In the previous blog post of this series, we looked at the reasons behind the growing interest in multiple-input/multiple-output (MIMO) technologies, as demonstrated by the adoption of MIMO and multi-user MIMO (MU-MIMO) in new wireless standards. In this post, we look at the performance of the MicroSDR-420 hardware platform when configured as a large MIMO system (12×12, 16×16, and 32×32).
MicroSDR 16×16 with PCI Express MicroTCA Carrier Hub (MCH) and quad-core i7 embedded CPU
Support for GNU Radio = large user community
GNU Radio is an open-source, user-friendly, real-time radio framework for computers. It includes a scheduler for distributing digital signal processing tasks to the computer’s processing resources and implements a large set of signal processing libraries, ranging from basic math operators to communication algorithms to building blocks for protocol stacks. GNU Radio is a widely used framework and is the de facto PC-based wireless communication prototyping tool for software-defined radio (SDR), including technologies incorporating large MIMO systems.
The following screen capture, taken from the video Accelerating Massive MIMO Waveform Development With GNU Radio (http://vimeo.com/88918635), shows the GNU Radio application running onboard the quad-core i7 embedded CPU of a 8×8 MicroSDR platform.
PCIe for data exchange between processors and FPGAs = high performance
Traditionally, most SDR platforms use Gigabit Ethernet (GigE) as the streaming media between the PC and the FPGA interfacing with the RF. Although it’s convenient to use, systems using the GigE interface for streaming media suffer from significant limitations, especially in terms of the real-time bandwidth they can support at the PC level. As the number of channels in the system increases, the GigE limitation becomes more obvious. Let’s look at the numbers.

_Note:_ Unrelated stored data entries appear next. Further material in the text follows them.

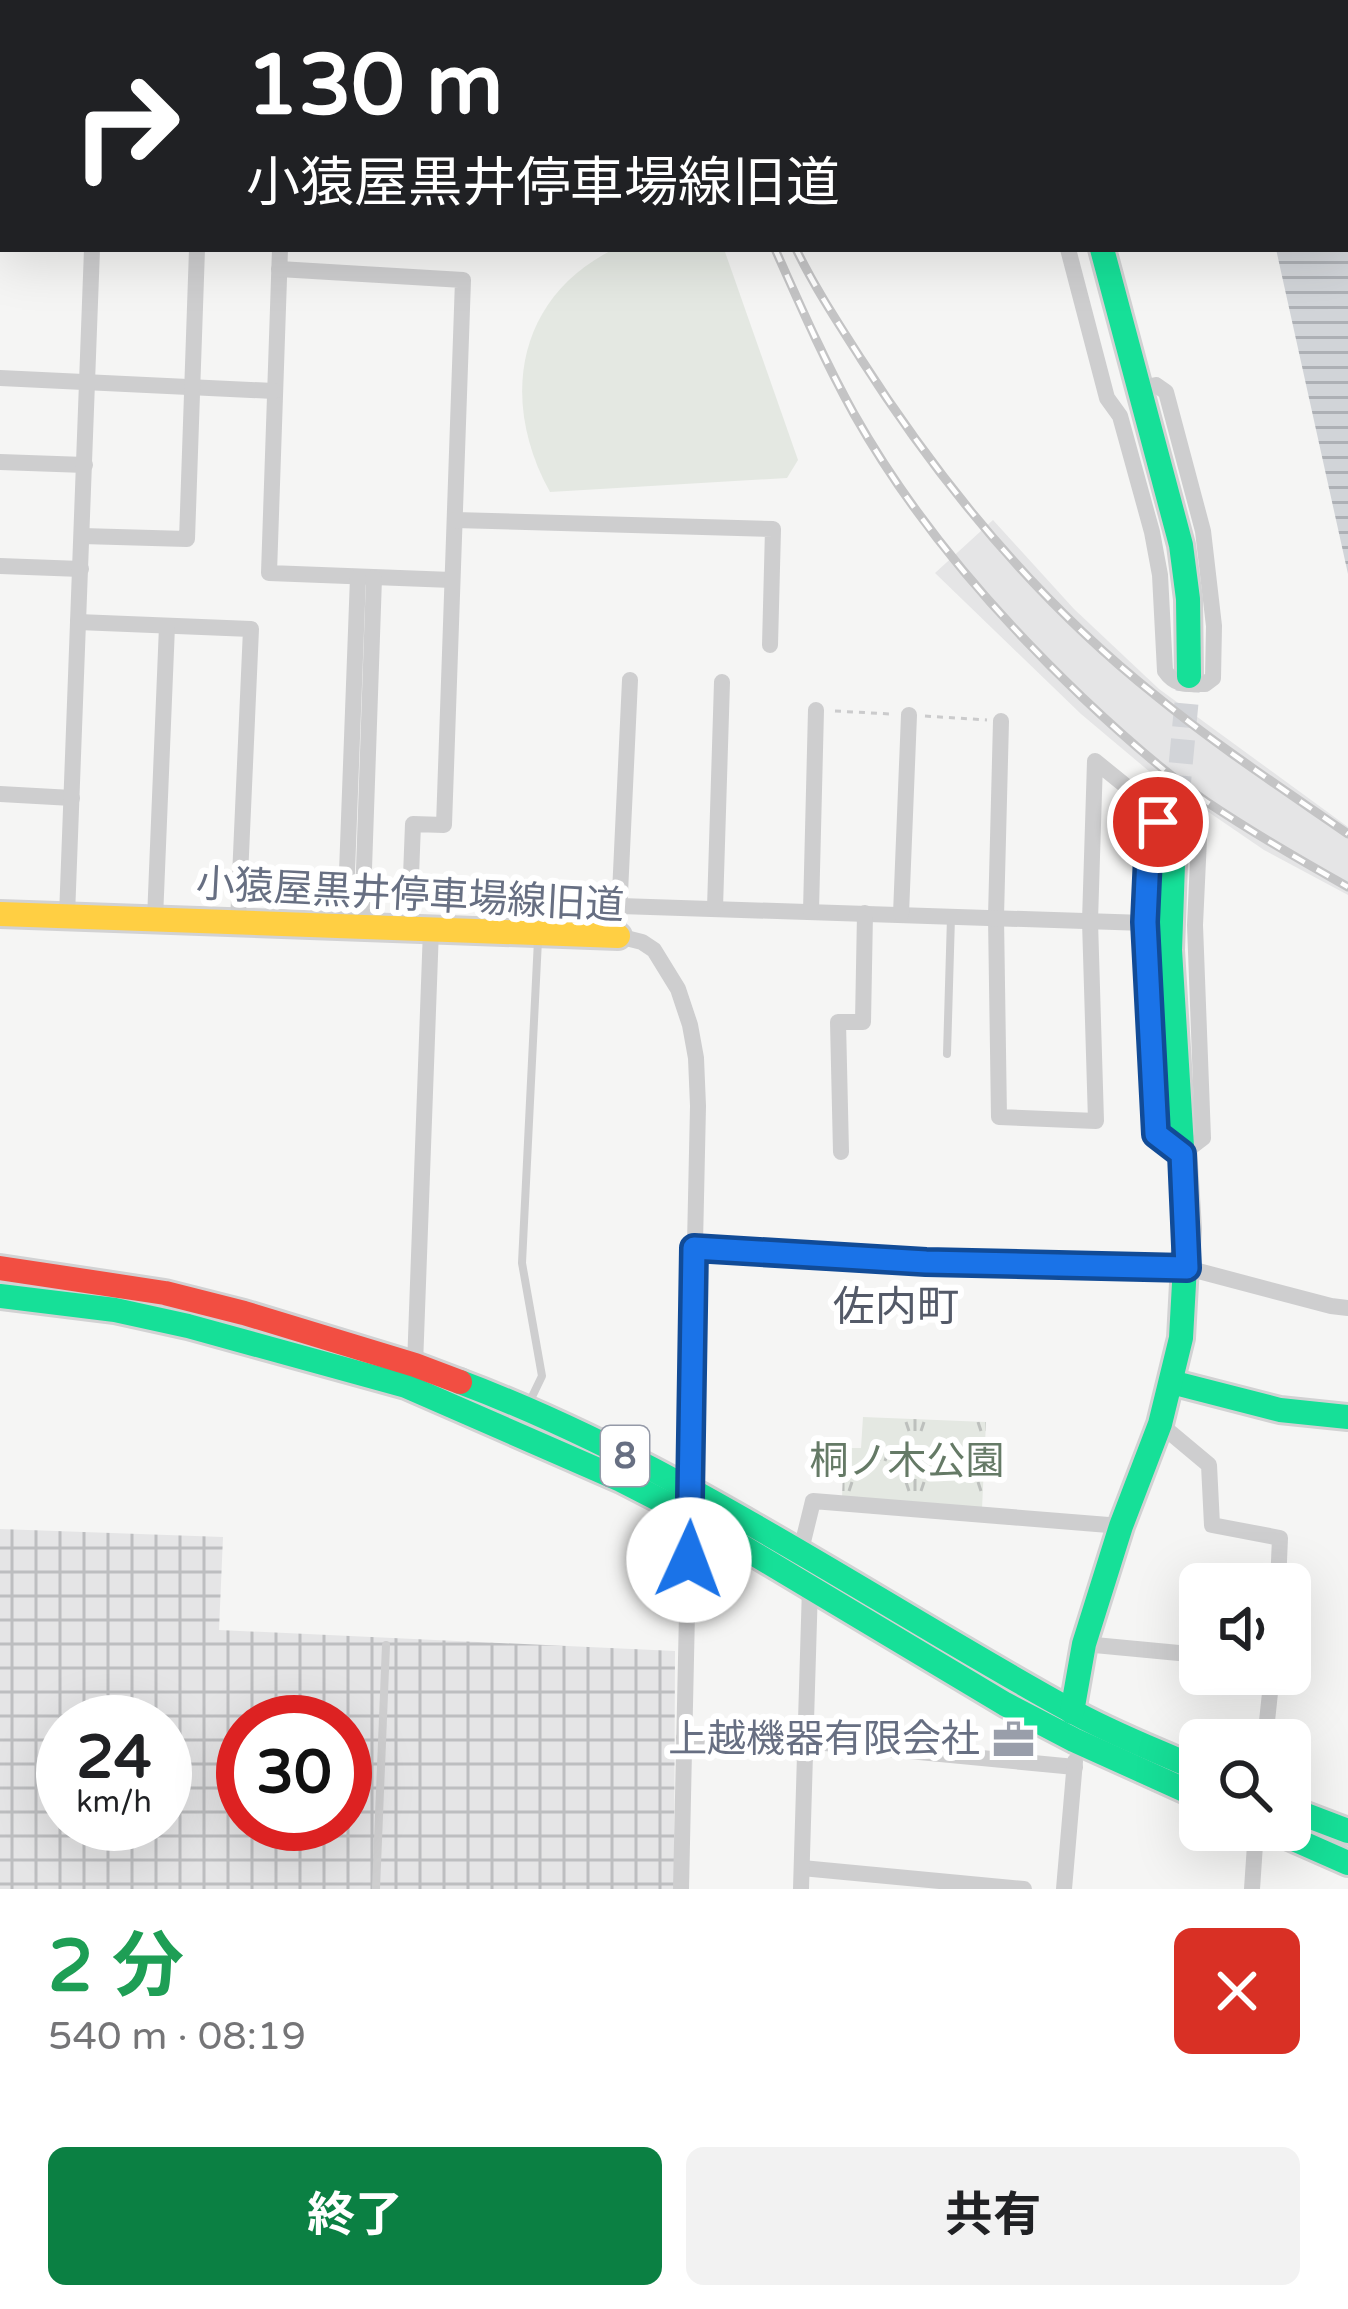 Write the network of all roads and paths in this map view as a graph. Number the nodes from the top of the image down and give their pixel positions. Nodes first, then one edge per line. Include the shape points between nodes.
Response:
1 (92, 252) edge
2 (197, 252) edge
3 (280, 252) edge
4 (1069, 252) edge
5 (1103, 252) edge
6 (279, 269) junction
7 (0, 378) edge
8 (88, 382) junction
9 (192, 387) junction
10 (1140, 388) junction
11 (274, 391) junction
12 (0, 462) edge
13 (85, 465) junction
14 (455, 520) junction
15 (82, 536) junction
16 (0, 566) edge
17 (81, 569) junction
18 (366, 577) junction
19 (452, 580) junction
20 (78, 622) junction
21 (167, 626) junction
22 (770, 645) dead end
23 (1189, 676) tunnel mouth
24 (630, 680) dead end
25 (722, 682) dead end
26 (816, 710) dead end
27 (909, 715) dead end
28 (1001, 721) dead end
29 (1132, 791) dead end
30 (0, 794) edge
31 (72, 798) junction
32 (1174, 835) tunnel mouth
33 (620, 906) junction
34 (715, 908) junction
35 (812, 911) junction
36 (865, 913) junction
37 (0, 914) edge
38 (901, 914) junction
39 (67, 916) junction
40 (951, 916) junction
41 (996, 917) junction
42 (155, 919) junction
43 (1090, 921) junction
44 (238, 922) junction
45 (1145, 922) junction
46 (354, 926) junction
47 (420, 928) junction
48 (538, 933) junction
49 (618, 936) junction
50 (947, 1054) dead end
51 (842, 1152) dead end
52 (1182, 1154) junction
53 (694, 1248) junction
54 (0, 1268) edge
55 (1187, 1268) junction
56 (0, 1297) edge
57 (1348, 1308) edge
58 (415, 1365) junction
59 (1172, 1382) junction
60 (527, 1407) junction
61 (1348, 1417) edge
62 (1160, 1424) junction
63 (692, 1490) junction
64 (691, 1516) junction
65 (1120, 1526) junction
66 (800, 1554) junction
67 (1279, 1563) edge
68 (810, 1587) junction
69 (1084, 1644) junction
70 (386, 1646) dead end
71 (1179, 1653) edge
72 (1072, 1712) junction
73 (684, 1738) junction
74 (804, 1741) junction
75 (1074, 1741) junction
76 (1179, 1760) edge
77 (1075, 1767) junction
78 (1179, 1788) edge
79 (1311, 1817) edge
80 (1348, 1831) edge
81 (1311, 1847) edge
82 (1255, 1851) edge
83 (1348, 1863) edge
84 (802, 1868) junction
85 (376, 1889) edge
86 (682, 1889) edge
87 (802, 1889) edge
88 (1024, 1889) edge
89 (1064, 1889) edge
90 (1252, 1889) edge

1 - 8 street
2 - 9 street
3 - 6 street
4 - 10 street via 1152,532 1165,671 1180,684 1205,684 1213,678 1214,626 1203,531 1166,392
5 - 10 main road
6 - 11 street
6 - 14 street via 463,280
7 - 8 street
8 - 9 street
8 - 13 street
9 - 11 street
9 - 15 street via 187,538
10 - 23 main road via 1183,558
11 - 18 street via 269,573
12 - 13 street
13 - 15 street
14 - 19 street
14 - 22 street via 773,529
15 - 17 street
16 - 17 street
17 - 20 street
18 - 19 street
18 - 46 street
19 - 47 street via 444,825 413,824
20 - 21 street
20 - 31 street
21 - 42 street
21 - 44 street via 251,629
24 - 33 street
25 - 34 street
26 - 35 street
27 - 38 street
28 - 41 street
29 - 43 street via 1095,761
30 - 31 street
31 - 39 street
32 - 52 main road via 1170,950
33 - 34 street
33 - 49 street
34 - 35 street
35 - 36 street
36 - 38 street
36 - 51 street via 863,1022 838,1022
37 - 39 main road, 小猿屋黒井停車場線旧道
38 - 40 street
39 - 42 main road, 小猿屋黒井停車場線旧道
40 - 41 street
40 - 50 lane
41 - 43 street
41 - 43 street via 998,1117 1096,1120
42 - 44 main road, 小猿屋黒井停車場線旧道
43 - 45 street
44 - 46 main road, 小猿屋黒井停車場線旧道
45 - 52 street via 1156,1134
45 - 52 street via 1149,835 1171,817 1188,822 1199,838 1203,1138
46 - 47 main road, 小猿屋黒井停車場線旧道
47 - 48 main road, 小猿屋黒井停車場線旧道
47 - 58 street
48 - 49 main road, 小猿屋黒井停車場線旧道
48 - 60 lane via 522,1263 542,1376
49 - 53 street, 小猿屋黒井停車場線旧道 via 654,950 690,1024 698,1106
52 - 55 main road
53 - 55 street
53 - 63 street, 小猿屋黒井停車場線旧道
54 - 58 main road, 8 via 165,1293
55 - 57 street
55 - 59 main road
56 - 64 main road, 8 via 116,1310 406,1387
58 - 60 main road, 8
59 - 61 main road via 1308,1416
59 - 62 main road
60 - 63 main road, 8
62 - 65 main road
62 - 67 street via 1209,1465 1212,1525 1280,1538
63 - 64 street, 小猿屋黒井停車場線旧道
63 - 66 main road, 8
64 - 68 main road, 8
64 - 73 street, 小猿屋黒井停車場線旧道
65 - 66 street via 812,1502
65 - 69 main road
66 - 72 main road, 8
68 - 74 street
68 - 75 main road, 8
69 - 71 street
69 - 72 main road
70 - 85 lane
72 - 75 street
72 - 76 main road, 8
73 - 74 street
73 - 86 street, 小猿屋黒井停車場線旧道
74 - 77 street
74 - 84 street
75 - 77 street
75 - 78 main road, 8
77 - 89 street
79 - 80 main road
81 - 83 main road
82 - 90 street
84 - 87 street
84 - 88 street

In theory, a rate of 128 MB/s can be achieved on a GigE link. The RTDEx driver provided with Nutaq’s platforms can maintain a sustain rate of approximately 120 MB/s on a modern Linux workstation (depending on the machine performance and CPU load). Assuming one wants to implement a radio physical layer on the PC using GNU Radio and use the GigE link at full capacity to send out IQ samples to the radio interface, the following computation leads to a maximum RF instantaneous bandwidth of 30 MHz – approximately the band of a modern RFIC:
120 MBPS / (2 B/samples) / (2 MSPS/MHz) = 30 MHz
This bandwidth is viable for a single-input/single-output application with IQ data for only one radio but it quickly becomes a bottleneck as the number of channels grows. For instance, an 8×8 system sharing the same GigE link would only support up to 3.75 MHz of RF bandwidth at the PC level.
To overcome this limitation, Nutaq MicroSDR platforms are equipped with PCI Express links on the MicroTCA backplane and a PCI Express switch in the MicroTCA Carrier Hub (MCH).
MicroTCA Carrier Hub (MCH) with a PCI Express switch
The RTDEx PCIe driver has a sustained data rate of 750 MB/s. Doing the same computation we can see that the RF instantaneous bandwidth at the PC level is increased to over 180 MHz:
750 MBPS / (2 B/samples) / (2 MSPS/MHz) = 187.5 MHz
An 8×8 system sharing the same PCIe link supports more than 23 MHz of RF bandwidth at the PC level, compared to 3.75 MHz for GigE. This enables you to use the system for wideband and high-channel-count MIMO applications.
The RTDEx blocks provide seamless real-time data streaming between the PC and the FPGA.
The blocks can be configured on both FPGA and PC sides to use a Gigabit Ethernet (120 Mbps) or PCI Express (750 Mbps) interface for streaming media. This configuration is done from the blocks’ dropdown menus.